Despite Pt #1's signs and symptoms of TB in the ER and MD L's plan on 10/15/12 to rule out possible TB via CT of the chest, Pt #1 was not placed in airborne precautions immediately to protect other patients and staff from the transmission of TB.
Per interview on 11/15/12 beginning at 2:21 PM, with RN I and ER Manager J, ER staff do not use specific TB screening tool or TB assessment to identify patients at risk for TB. Per RN I, Pt #1 presented to the ER with confusion and weakness so staff did stroke and pneumonia protocol and did not assess for possible TB.
Per review on 11/16/12 beginning at 9:25 AM, NP M signed the "Orders for Adult Suspect/Rule-out TB Physician order sheet and initiated TB protocol on 10/17/12 at 10:47 AM. NP M's Progress Note dated 10/17/12 at 11:22 AM reveals the following documentation, "This patient is Asian, has been losing weight and has upper lobe consolidation as well as other pulmonary findings on (Pt # 1's) CT, we will initiate the TB rule out order set and the patient will be placed in airborne isolation..." Review of Pt #1's MR reveals no documentation on 10/17/12 of what time Pt #1 was transferred to the negative pressure room or documentation of what immediate actions were taken to ensure Pt #1 was transferred promptly and precautions were immediately initiated to protect patients and staff.

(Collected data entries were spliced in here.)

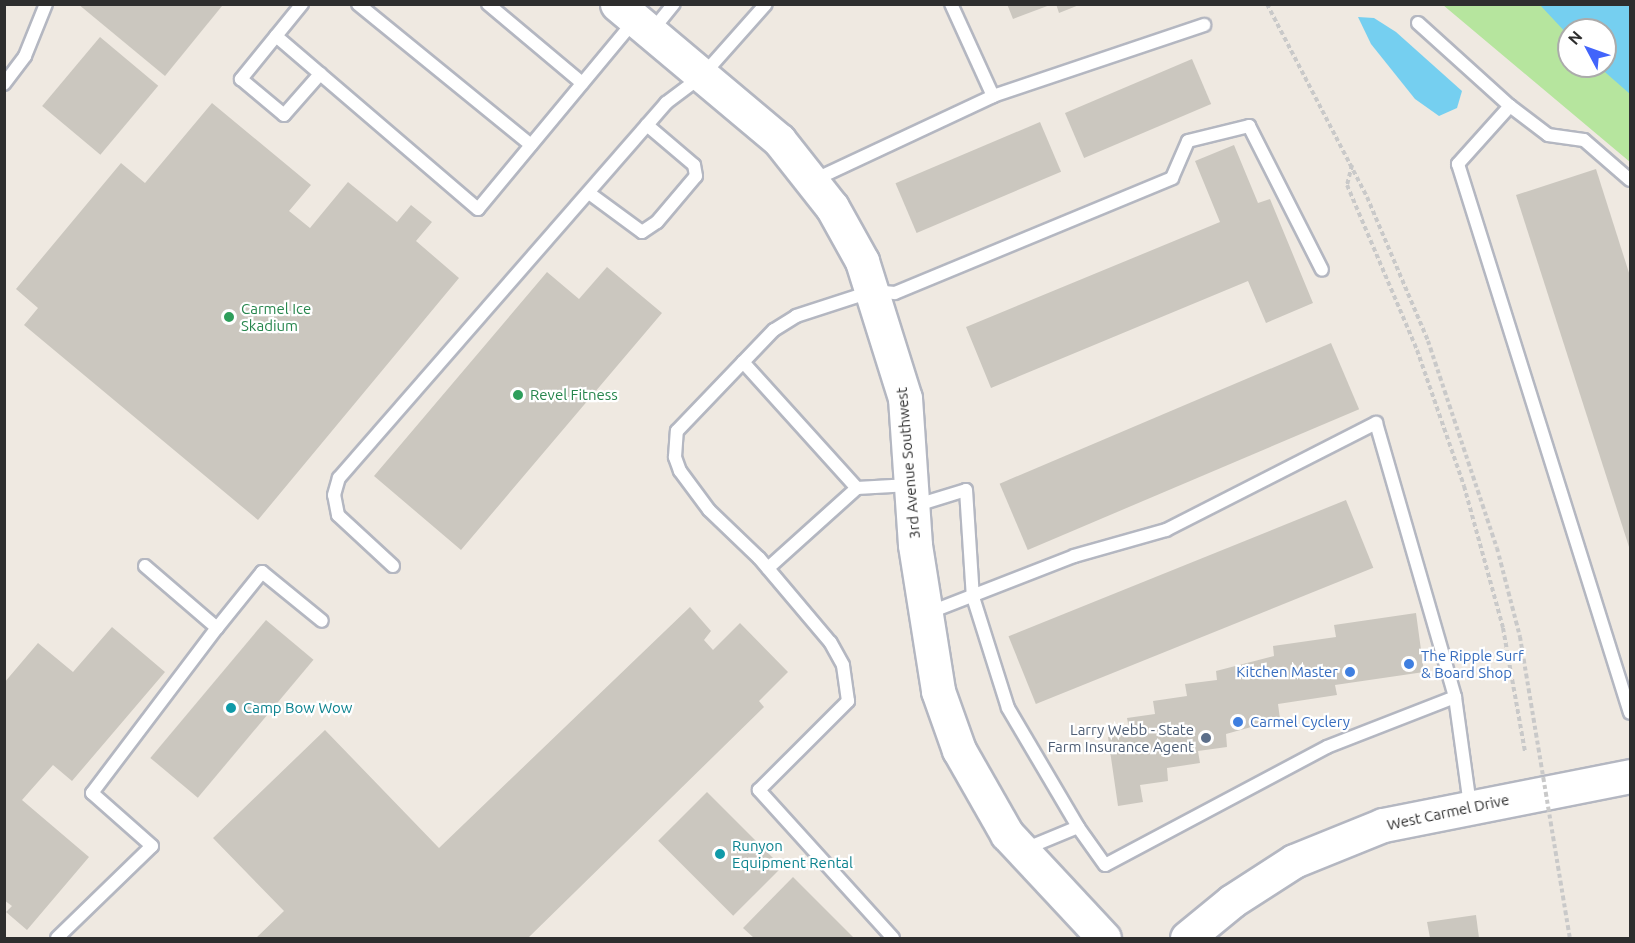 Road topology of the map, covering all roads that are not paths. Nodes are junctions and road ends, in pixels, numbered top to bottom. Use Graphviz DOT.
graph roads {
  1 [pos="46,4"];
  2 [pos="302,4"];
  3 [pos="358,4"];
  4 [pos="488,4"];
  5 [pos="674,4"];
  6 [pos="766,4"];
  7 [pos="951,4"];
  8 [pos="634,19"];
  9 [pos="1418,23"];
  10 [pos="1204,25"];
  11 [pos="276,36"];
  12 [pos="320,74"];
  13 [pos="702,76"];
  14 [pos="582,83"];
  15 [pos="4,84"];
  16 [pos="993,96"];
  17 [pos="1510,106"];
  18 [pos="647,125"];
  19 [pos="531,145"];
  20 [pos="812,180"];
  21 [pos="1630,180"];
  22 [pos="589,193"];
  23 [pos="1322,270"];
  24 [pos="873,291"];
  25 [pos="742,362"];
  26 [pos="857,488"];
  27 [pos="912,495"];
  28 [pos="145,566"];
  29 [pos="393,566"];
  30 [pos="768,568"];
  31 [pos="973,597"];
  32 [pos="923,615"];
  33 [pos="322,621"];
  34 [pos="217,628"];
  35 [pos="1629,690"];
  36 [pos="1455,697"];
  37 [pos="1630,713"];
  38 [pos="1630,776"];
  39 [pos="1470,805"];
  40 [pos="1078,827"];
  41 [pos="1021,850"];
  42 [pos="57,939"];
  43 [pos="893,939"];
  44 [pos="1104,939"];
  45 [pos="1187,939"];
  1 -- 15 [label="lane"];
  2 -- 11 [label="lane"];
  3 -- 19 [label="lane"];
  4 -- 14 [label="lane"];
  5 -- 8 [label="lane"];
  6 -- 13 [label="lane"];
  7 -- 16 [label="lane"];
  8 -- 13 [label="street, 3rd Avenue Southwest"];
  8 -- 14 [label="lane"];
  9 -- 17 [label="lane"];
  10 -- 16 [label="lane"];
  11 -- 12 [label="lane"];
  11 -- 12 [label="lane"];
  12 -- 19 [label="lane"];
  13 -- 18 [label="lane"];
  13 -- 20 [label="street, 3rd Avenue Southwest"];
  14 -- 19 [label="lane"];
  16 -- 20 [label="lane"];
  17 -- 21 [label="lane"];
  17 -- 35 [label="lane"];
  18 -- 22 [label="lane"];
  18 -- 22 [label="lane"];
  20 -- 24 [label="street, 3rd Avenue Southwest"];
  22 -- 29 [label="lane"];
  23 -- 24 [label="lane"];
  24 -- 25 [label="lane"];
  24 -- 27 [label="street, 3rd Avenue Southwest"];
  25 -- 26 [label="lane"];
  25 -- 30 [label="lane"];
  26 -- 27 [label="lane"];
  26 -- 30 [label="lane"];
  27 -- 31 [label="lane"];
  27 -- 32 [label="street, 3rd Avenue Southwest"];
  28 -- 34 [label="lane"];
  30 -- 43 [label="lane"];
  31 -- 32 [label="lane"];
  31 -- 36 [label="lane"];
  31 -- 40 [label="lane"];
  32 -- 41 [label="street, 3rd Avenue Southwest"];
  33 -- 34 [label="lane"];
  34 -- 42 [label="lane"];
  35 -- 37 [label="lane"];
  36 -- 39 [label="lane"];
  36 -- 40 [label="lane"];
  38 -- 39 [label="street, West Carmel Drive"];
  39 -- 45 [label="street, West Carmel Drive"];
  40 -- 41 [label="lane"];
  41 -- 44 [label="street, 3rd Avenue Southwest"];
}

Per interview on 11/16/12 beginning at 10:45 am with RN K, Pt #1 transferred to negative pressure at 3:00 PM when RN documented accountability for Pt #1 on floor 2k room 265. Per Pt #1's MR review, there is no evidence that staff initiated any immediate protective measures to prevent further transmission of TB prior to transferring Pt #1 into negative pressure room to initiate airborne precautions between starting TB protocol at 10:47 am and transferring Pt #1 at 3:00 PM.
Per review of room #265's Negative Pressure Room Log, from 11/1/12 to 11/6/12 there is no documentation of room 265's negative pressure reading. Per the Tuberculosis Exposure Control Plan, Plant Operations is to check negative pressure daily while room is in use. This was confirmed with Chief A on 11/16/12 at approximately 12:30 PM.

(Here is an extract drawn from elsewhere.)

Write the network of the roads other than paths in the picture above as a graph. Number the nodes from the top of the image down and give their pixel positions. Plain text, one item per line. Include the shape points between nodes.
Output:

Per Pt #1's sputum labs collected on 10/17/12 at 4:20 PM, Pt #1 tested positive for Mycobacterium Tuberculosis. The facility failed to promptly detect and initiate airborne precautions from 10/15/12 to 10/17/12 despite Pt #1 having a history and signs and symptoms of TB.
Facility tested all staff who had contact with Pt #1 from 10/15/12 to 10/17/12 and any other staff who had contact with Pt #1 after 10/17/12 who requested a TB test, and at the time of the survey no staff members had tested positive for TB.